If we backtrack a little, we can remember that I taught German at BYU and loved it. 
I am, of course, wildly entertaining in my passion for German and relatively insightful as a teacher; generally, I seemed to convince my university students of this as well. Or perhaps they merely convinced me of this but regardless we all had fun together.

And then if we go back just a few months, we remember that I started teaching at this charter school and deemed my instruction of junior high age students adequate and of normal elementary schoolers passable. 

But goodness gracious we all know I was not made to be a kindergarten teacher. 

I won't go into the gory details of how my classroom looks like during the 26 minutes on Tuesdays, Thursdays, and Fridays I have my kindergarteners, but I will say that many chemistry teachers have come to show their students this living representation of how electrons works (only with more tears and flying cushions). #fakenews

Last week we had a slight pause in our normal frenzy of electrons though. By some miracle, we had an awesome 7 minutes of understanding and relative stillness.

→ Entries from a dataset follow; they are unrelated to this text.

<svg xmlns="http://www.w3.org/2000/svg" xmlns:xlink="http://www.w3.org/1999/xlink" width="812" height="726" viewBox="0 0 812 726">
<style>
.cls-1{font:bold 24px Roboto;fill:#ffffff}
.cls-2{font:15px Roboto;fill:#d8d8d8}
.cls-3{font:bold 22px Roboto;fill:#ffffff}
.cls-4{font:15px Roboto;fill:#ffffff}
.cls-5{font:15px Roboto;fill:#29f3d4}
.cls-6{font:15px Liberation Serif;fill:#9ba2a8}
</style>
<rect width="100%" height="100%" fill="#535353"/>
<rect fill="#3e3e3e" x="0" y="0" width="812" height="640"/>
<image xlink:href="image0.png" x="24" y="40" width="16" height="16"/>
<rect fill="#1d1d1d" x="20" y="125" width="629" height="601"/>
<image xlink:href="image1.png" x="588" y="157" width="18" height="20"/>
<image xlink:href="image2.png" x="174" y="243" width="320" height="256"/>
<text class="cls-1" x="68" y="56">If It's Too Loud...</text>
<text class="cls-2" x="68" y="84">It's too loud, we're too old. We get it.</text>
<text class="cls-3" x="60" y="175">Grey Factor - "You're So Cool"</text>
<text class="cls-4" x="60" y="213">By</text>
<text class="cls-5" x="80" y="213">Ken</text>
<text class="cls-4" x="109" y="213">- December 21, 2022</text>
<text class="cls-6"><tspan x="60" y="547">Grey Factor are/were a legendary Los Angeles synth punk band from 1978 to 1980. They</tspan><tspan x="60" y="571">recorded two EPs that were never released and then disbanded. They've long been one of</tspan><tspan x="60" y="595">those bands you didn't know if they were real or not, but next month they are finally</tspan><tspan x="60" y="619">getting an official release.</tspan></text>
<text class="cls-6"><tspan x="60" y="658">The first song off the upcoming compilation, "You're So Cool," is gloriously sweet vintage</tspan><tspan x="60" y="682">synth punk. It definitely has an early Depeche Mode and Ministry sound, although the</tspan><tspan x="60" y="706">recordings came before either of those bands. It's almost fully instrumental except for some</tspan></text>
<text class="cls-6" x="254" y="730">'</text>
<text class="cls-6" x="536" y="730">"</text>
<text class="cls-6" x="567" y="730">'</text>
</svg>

Usually when one kid cries, the other kids don't care and they carry on in whatever world they've built for themselves.

But somehow one of my students, whom we will call Student X, cried magical tears right at the beginning of class that stopped every student in his/her tracks. In the quietest moment we've ever had, twelve students listened to Student X as she wept that no one liked her and Student Y was always mad at her. 

To which Student Y replied that Student X was always saying what she thought he was feeling but she hadn't actually asked how he was feeling and he was more sad than mad right now. And then Student Z started sniffling because he didn't feel loved or understood either and why were people such tattle-tells? 

So we all sat in a circle to sing figurative kumbayas together in what resulted as the pinnacle of their (limited) experiences with German.

In a stroke of brilliance, I decided that everyone had to say "Ich mag dich" (I like you) and then something they liked about each person in our class. It actually started out fantastically. Student T even started sentimentally crying after  Student H told her how awesome she was and oh yes let's not forget the excessive hugging and giggling and exclamations of "You're cute!" and "I love how crazy you are!" 


During this singular moment, I started to think, "Wow, this an awesome coming-to-Jesus-moment. Maybe I am good at this. I hope they remember how good they feel right now and this changes their whole world"<<BANG CRASH MWAHAHAHA!!!>>"ah well..."

Yeah, we lasted a glorious 7 minutes in community, quiet, and even some sense of learning German before the electrons resumed their speed and carelessness of the world around them.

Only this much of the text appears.